The Democrat-controlled New York legislature on Tuesday passed a package of bills aimed at making the state's already tough gun laws even stricter, including a measure barring teachers from carrying firearms in schools.

The legislation easily made its way through the Assembly, long controlled by Democrats, and the Senate, where Democrats regained control of the chamber in the November elections.

"It seems like every day we wake up to headlines of another mass shooting, another horrific gun crime," Senate Majority Leader Andrea Stewart-Cousins said at a news conference before the vote. "The madness has to stop."

The gun control legislation was the first approved in Albany since Gov. Andrew Cuomo's Secure Ammunition and Firearms Enforcement Act in early 2013, when Republicans controlled the Senate. The tougher gun laws known as the SAFE ACT passed just weeks after the mass shooting at Sandy Hook Elementary School in Newtown, Connecticut. For years, advocates have been urging lawmakers to pass further regulations on the state's gun laws.

The latest round of gun control legislation comes in the first month of Cuomo's third term. He supports the measures and is expected to sign them into law. Cuomo called the new legislation "a big step forward" for commonsense gun control.

"There is a solution, and we have six years of history to show that the planet does not stop spinning, people don't lose guns, it doesn't bankrupt an industry," Cuomo said earlier Tuesday at a state capitol news conference with anti-gun violence advocates.

A supporter of gun rights called the legislature's bills "disingenuous" and said they would only hurt people who adhere to current firearms laws.

"It's a violation of their Second Amendment rights and these are lawful gun owners who are not committing the crimes," said Tom King, president of the New York State Rifle and Pistol Association and a National Rifle Association board member. The association, along with three New York City residents, recently filed against the city's prohibition on carrying a licensed, locked and unloaded handgun outside the city limits.

One piece of legislation state lawmakers passed Tuesday would make it illegal to sell or manufacture bump stocks, devices that can increase the rate of fire of semi-automatic weapons. Such a device was used by the gunman who opened fire from a Las Vegas hotel room in 2017, killing 58 people at a country music concert and wounding hundreds of others.

Another bill would prohibit anyone other than a law enforcement officer, school resource officer, or other security personnel from carrying a firearm while on school property. Under current state law, districts can decide whether to allow teachers and other school employees to carry guns in school.

The package of bills includes measures to create a municipal gun buyback program and to extend the waiting period from three days to 30 days after an inconclusive background check before a gun can be purchased.

There's also legislation that would authorize law enforcement, parents, teachers, and school administrators to ask a judge to evaluate a child they believe is a threat to themselves or others. The judge could then order the confiscation of firearms in the child's home. That measure is known in Albany as a "red flag" bill.

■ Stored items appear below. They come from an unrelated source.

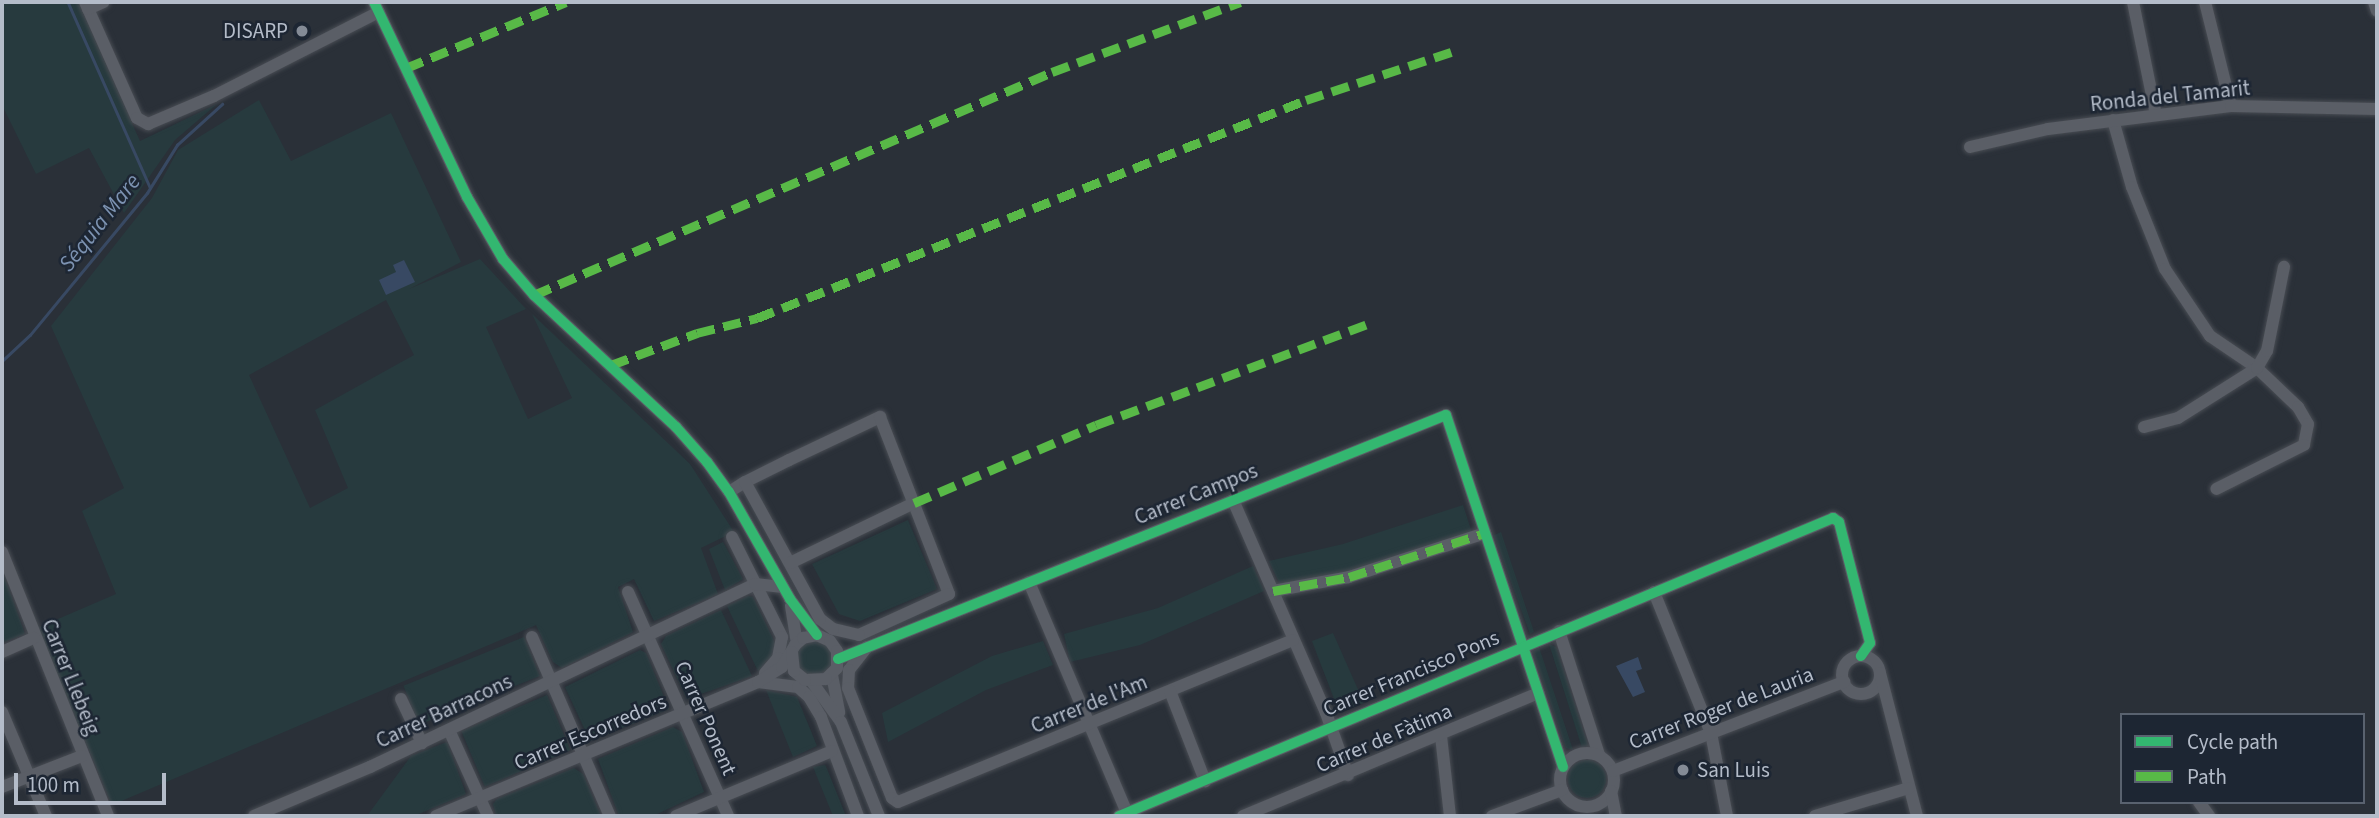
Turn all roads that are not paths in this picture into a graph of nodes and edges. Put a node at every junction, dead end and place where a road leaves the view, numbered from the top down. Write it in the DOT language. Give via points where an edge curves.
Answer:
graph roads {
  1 [pos="104,2"];
  2 [pos="2133,2"];
  3 [pos="2205,2"];
  4 [pos="2374,2"];
  5 [pos="86,5"];
  6 [pos="377,7"];
  7 [pos="2377,11"];
  8 [pos="2231,106"];
  9 [pos="2377,109"];
  10 [pos="2156,115"];
  11 [pos="2113,120"];
  12 [pos="1970,147"];
  13 [pos="2284,267"];
  14 [pos="2257,368"];
  15 [pos="2144,427"];
  16 [pos="745,482"];
  17 [pos="2216,489"];
  18 [pos="729,492"];
  19 [pos="1233,500"];
  20 [pos="914,503"];
  21 [pos="1485,533"];
  22 [pos="732,537"];
  23 [pos="2,552"];
  24 [pos="790,563"];
  25 [pos="1029,582"];
  26 [pos="755,584"];
  27 [pos="628,592"];
  28 [pos="1273,592"];
  29 [pos="1654,592"];
  30 [pos="786,593"];
  31 [pos="960,610"];
  32 [pos="894,622"];
  33 [pos="1559,631"];
  34 [pos="817,635"];
  35 [pos="649,636"];
  36 [pos="532,637"];
  37 [pos="34,638"];
  38 [pos="864,639"];
  39 [pos="1293,640"];
  40 [pos="834,645"];
  41 [pos="1523,646"];
  42 [pos="795,648"];
  43 [pos="2,652"];
  44 [pos="1861,656"];
  45 [pos="838,659"];
  46 [pos="1880,673"];
  47 [pos="832,675"];
  48 [pos="799,676"];
  49 [pos="551,681"];
  50 [pos="758,682"];
  51 [pos="812,682"];
  52 [pos="1844,682"];
  53 [pos="1873,689"];
  54 [pos="1170,691"];
  55 [pos="1538,693"];
  56 [pos="401,699"];
  57 [pos="1887,703"];
  58 [pos="2,712"];
  59 [pos="682,714"];
  60 [pos="841,722"];
  61 [pos="1090,724"];
  62 [pos="1332,728"];
  63 [pos="449,730"];
  64 [pos="1711,733"];
  65 [pos="1441,736"];
  66 [pos="422,743"];
  67 [pos="832,751"];
  68 [pos="82,755"];
  69 [pos="584,755"];
  70 [pos="1599,755"];
  71 [pos="1563,767"];
  72 [pos="1613,771"];
  73 [pos="1348,775"];
  74 [pos="29,776"];
  75 [pos="1205,781"];
  76 [pos="2,787"];
  77 [pos="1909,788"];
  78 [pos="1562,790"];
  79 [pos="1611,791"];
  80 [pos="720,798"];
  81 [pos="480,799"];
  82 [pos="1577,810"];
  83 [pos="1123,815"];
  84 [pos="46,816"];
  85 [pos="108,816"];
  86 [pos="254,816"];
  87 [pos="436,816"];
  88 [pos="488,816"];
  89 [pos="610,816"];
  90 [pos="676,816"];
  91 [pos="729,816"];
  92 [pos="858,816"];
  93 [pos="879,816"];
  94 [pos="1243,816"];
  95 [pos="1450,816"];
  96 [pos="1492,816"];
  97 [pos="1616,816"];
  98 [pos="1727,816"];
  99 [pos="1815,816"];
  100 [pos="1917,816"];
  1 -- 5 [label="street"];
  2 -- 10 [label="street"];
  3 -- 8 [label="street"];
  4 -- 7 [label="street"];
  5 -- 6 [label="street" via="137,118 148,124 214,96"];
  6 -- 18 [label="street" via="467,197 503,259 534,295 676,427"];
  8 -- 9 [label="street, Ronda del Tamarit"];
  8 -- 10 [label="street, Ronda del Tamarit"];
  10 -- 11 [label="street, Ronda del Tamarit"];
  11 -- 12 [label="street, Ronda del Tamarit"];
  11 -- 14 [label="street" via="2132,187 2165,269 2210,336"];
  13 -- 14 [label="street" via="2267,351"];
  14 -- 15 [label="street" via="2178,418"];
  14 -- 17 [label="street" via="2298,407 2308,424 2304,445"];
  16 -- 18 [label="street"];
  16 -- 20 [label="street" via="880,417"];
  16 -- 24 [label="street"];
  18 -- 30 [label="street"];
  19 -- 21 [label="street, Carrer Campos" via="1447,415"];
  19 -- 25 [label="street, Carrer Campos"];
  19 -- 28 [label="street"];
  20 -- 24 [label="street"];
  20 -- 32 [label="street" via="949,594"];
  21 -- 28 [label="street" via="1349,577"];
  21 -- 41 [label="street"];
  22 -- 26 [label="street"];
  23 -- 37 [label="street, Carrer Llebeig"];
  24 -- 38 [label="street" via="820,619"];
  25 -- 31 [label="street, Carrer Campos"];
  25 -- 61 [label="street"];
  26 -- 30 [label="street"];
  26 -- 35 [label="street, Carrer Barracons"];
  26 -- 50 [label="street" via="782,637 778,658"];
  27 -- 35 [label="street"];
  28 -- 39 [label="street"];
  29 -- 33 [label="street, Carrer Francisco Pons"];
  29 -- 44 [label="street, Carrer Francisco Pons" via="1836,518 1870,643"];
  29 -- 64 [label="street"];
  30 -- 34 [label="street"];
  30 -- 42 [label="street"];
  31 -- 32 [label="street"];
  31 -- 38 [label="street"];
  32 -- 38 [label="street"];
  33 -- 41 [label="street, Carrer Francisco Pons"];
  33 -- 70 [label="street"];
  34 -- 40 [label="street"];
  34 -- 42 [label="street"];
  35 -- 49 [label="street, Carrer Barracons"];
  35 -- 59 [label="street, Carrer Ponent"];
  36 -- 49 [label="street"];
  37 -- 43 [label="street"];
  37 -- 68 [label="street, Carrer Llebeig"];
  38 -- 40 [label="street"];
  38 -- 45 [label="street"];
  38 -- 61 [label="street, Carrer de l'Am" via="849,670 848,688 887,788 898,802"];
  39 -- 54 [label="street, Carrer de l'Am"];
  39 -- 62 [label="street"];
  40 -- 45 [label="street"];
  41 -- 55 [label="street"];
  41 -- 62 [label="street, Carrer Francisco Pons"];
  42 -- 48 [label="street" via="792,665"];
  42 -- 50 [label="street, Carrer Escorredors" via="782,667"];
  44 -- 46 [label="street" via="1871,659"];
  44 -- 52 [label="street" via="1846,664"];
  45 -- 47 [label="street"];
  46 -- 53 [label="street"];
  46 -- 57 [label="street"];
  47 -- 51 [label="street"];
  47 -- 60 [label="street"];
  48 -- 50 [label="street, Carrer Escorredors"];
  48 -- 51 [label="street"];
  49 -- 63 [label="street, Carrer Barracons"];
  49 -- 69 [label="street"];
  50 -- 59 [label="street, Carrer Escorredors"];
  50 -- 67 [label="street" via="801,689 821,717"];
  51 -- 60 [label="street"];
  52 -- 53 [label="street" via="1856,693"];
  52 -- 64 [label="street, Carrer Roger de Lauria"];
  53 -- 57 [label="street"];
  54 -- 61 [label="street, Carrer de l'Am"];
  54 -- 75 [label="street"];
  55 -- 65 [label="street, Carrer de Fàtima"];
  55 -- 71 [label="street"];
  56 -- 66 [label="street"];
  57 -- 77 [label="street"];
  58 -- 74 [label="street"];
  59 -- 69 [label="street, Carrer Escorredors"];
  59 -- 80 [label="street, Carrer Ponent"];
  60 -- 93 [label="street"];
  61 -- 83 [label="street"];
  62 -- 73 [label="street"];
  62 -- 75 [label="street, Carrer Francisco Pons"];
  63 -- 66 [label="street, Carrer Barracons"];
  63 -- 81 [label="street"];
  64 -- 72 [label="street, Carrer Roger de Lauria"];
  64 -- 98 [label="street"];
  65 -- 73 [label="street, Carrer de Fàtima"];
  65 -- 95 [label="street"];
  66 -- 86 [label="street, Carrer Barracons"];
  67 -- 80 [label="street"];
  67 -- 92 [label="street"];
  68 -- 74 [label="street"];
  68 -- 85 [label="street, Carrer Llebeig"];
  69 -- 81 [label="street, Carrer Escorredors"];
  69 -- 89 [label="street"];
  70 -- 71 [label="street" via="1581,753"];
  70 -- 72 [label="street"];
  71 -- 78 [label="street"];
  72 -- 79 [label="street"];
  73 -- 94 [label="street, Carrer de Fàtima"];
  74 -- 76 [label="street"];
  74 -- 84 [label="street"];
  75 -- 83 [label="street, Carrer Francisco Pons"];
  77 -- 99 [label="street"];
  77 -- 100 [label="street"];
  78 -- 82 [label="street"];
  78 -- 96 [label="street"];
  79 -- 82 [label="street" via="1595,806"];
  79 -- 97 [label="street"];
  80 -- 90 [label="street"];
  80 -- 91 [label="street, Carrer Ponent"];
  81 -- 87 [label="street, Carrer Escorredors"];
  81 -- 88 [label="street"];
}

"It completely tramples on due process because due process happens after-the-fact," said Niagara County Sen. Robert Ortt, a Republican. "Guns are confiscated and then you get to petition and have a hearing about whether that was legit."

Critics also say teachers and family members are not licensed professionals qualified to determine if a person is mentally unstable.

"Judges make determinations all the time as to whether or not you are mentally fit to protect yourself or others," Cuomo said. "You can be, by government, involuntarily committed at one point. So government does make those decisions."

Among the gun control advocates at the Cuomo news conference were Linda Beigel Schulman and Michael Schulman. The Long Island couple's son, Scott, was among the 17 students and staff killed in last year's shooting at a Parkland, Florida high school.

A former student with a troubled history at Marjory Stoneman Douglas High School was charged in the February 14 shooting. Scott Beigel, a geography teacher and cross country coach at the school, would be alive today if Florida had gun control measures similar to New York's in place before the shooting, his mother said.

"Parkland would never have happened if Florida had a red flag law," she said.

Legislators say they could pass more gun control bills in the future. For example, they opted not to pass a bill that would have banned 3D guns, or another piece of legislation that would require safe storage of firearms. In addition, a statewide ammunition database, passed as part of the Safe Act six years ago, was never actually created.

 

Information from the Associated Press was used in this story.